Dyeing your hair during pregnancy or breastfeeding may cause leukemia in babies

The title of this entry sure scares more than one, because most women today dye their hair, so I will discuss the issue with lead feet, basically because I have not been able to find the study to which It refers to contrast information.

In any case I tell you what the press release says about this study, which is exactly what you have read when you look at the title: dyeing hair during pregnancy could increase the risk of leukemia in the child.

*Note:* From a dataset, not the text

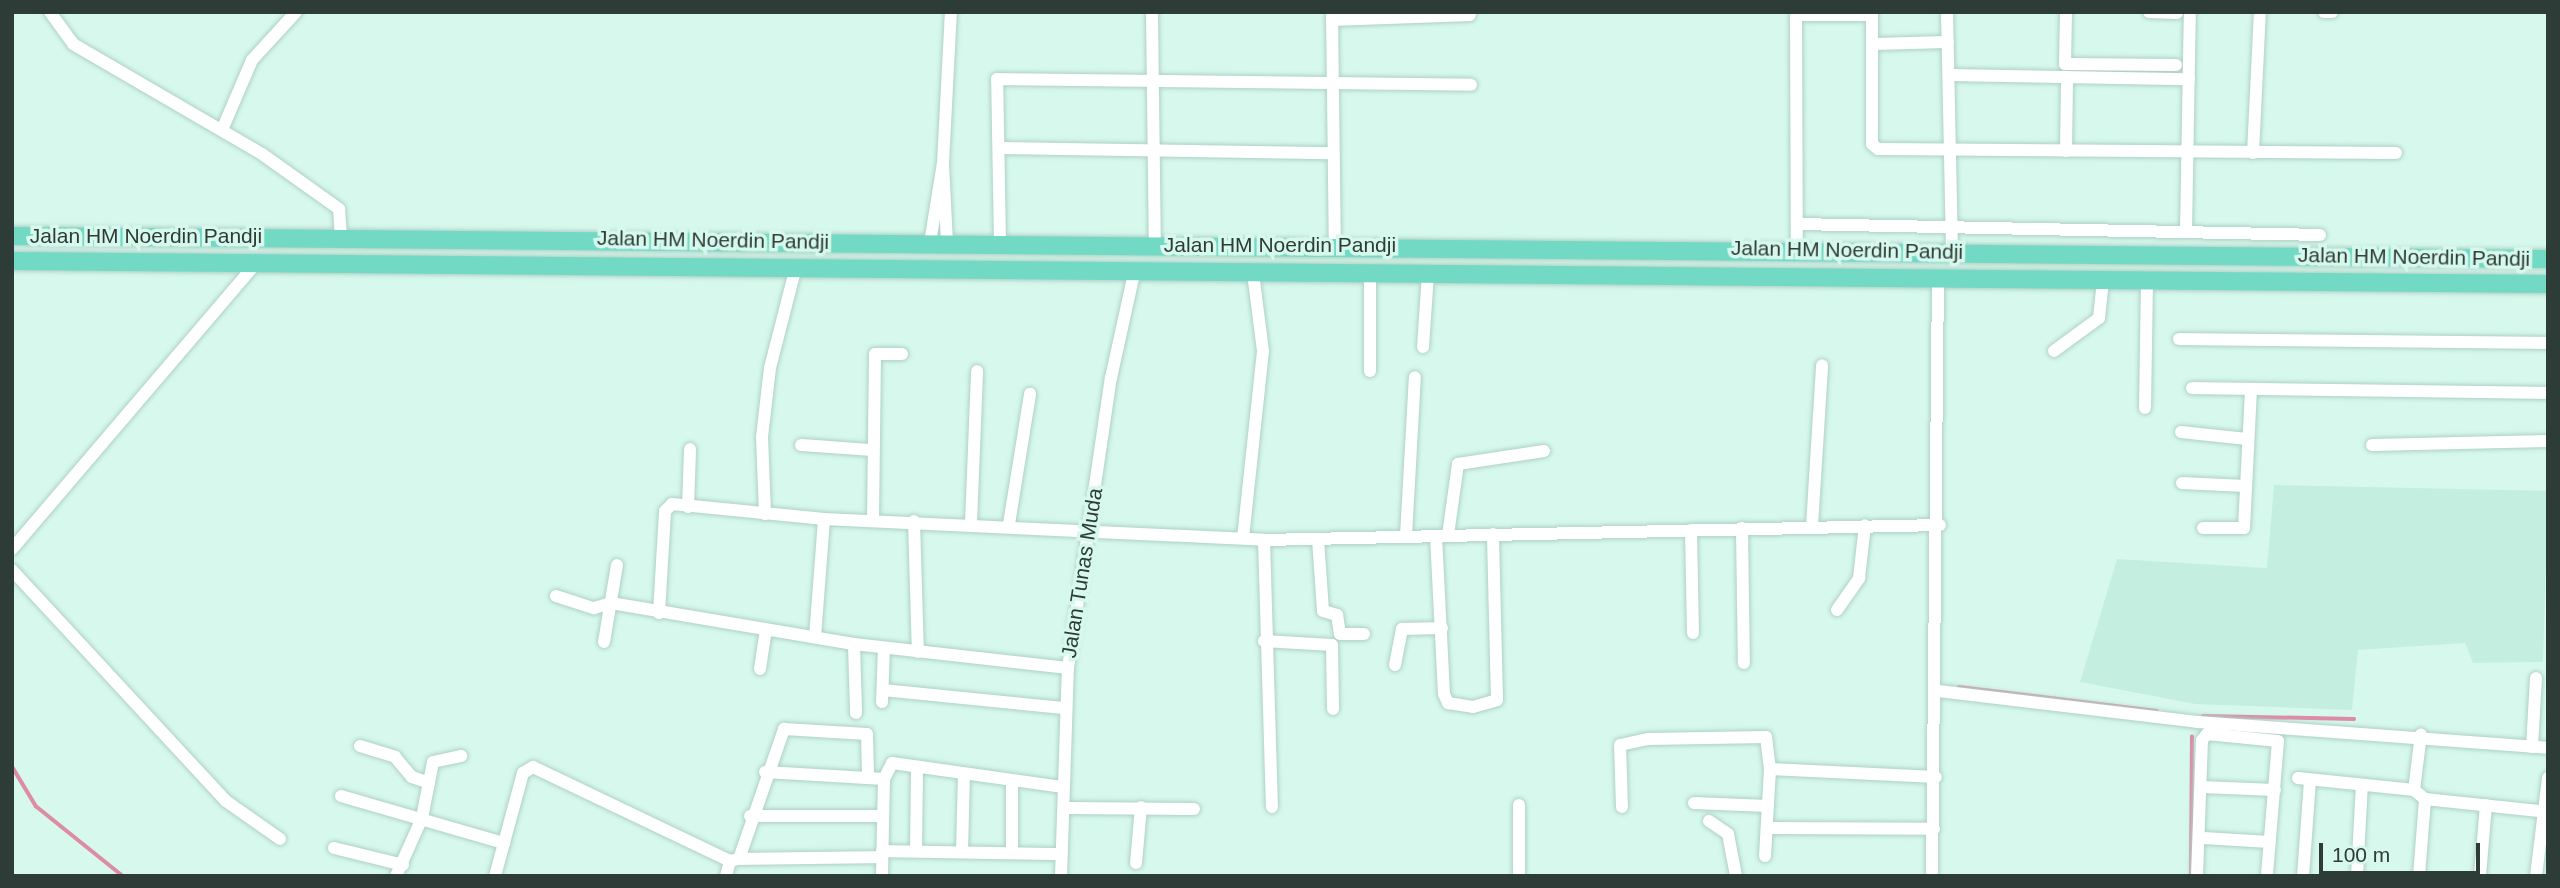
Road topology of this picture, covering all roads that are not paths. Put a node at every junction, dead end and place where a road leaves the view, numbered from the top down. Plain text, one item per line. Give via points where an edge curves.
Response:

The study has been carried out by the National School of Public Health and the National Cancer Institute, in Brazil, and more specifically by the biologist Arnaldo Couto.

Apparently, this biologist who has been studying factors related to leukemia for years has found a relationship between the use of products to dye hair and to straighten it during pregnancy and the appearance of acute leukemia in children under 2 years. According to comments, women who use these products make the risk of leukemia two to three times higher if they used such cosmetics in the first and second trimester of pregnancy.

To make the study, children under 2 years of age with a diagnosis of acute leukemia and children under 2 years hospitalized for other causes were taken as a sample. From the children, interviews were carried out with the mothers to know the socioeconomic profile of each family, the work of the parents, the habits of life, the family history and, logically, what was the use made of the dyes and products to straighten hair both before pregnancy, during pregnancy and breastfeeding.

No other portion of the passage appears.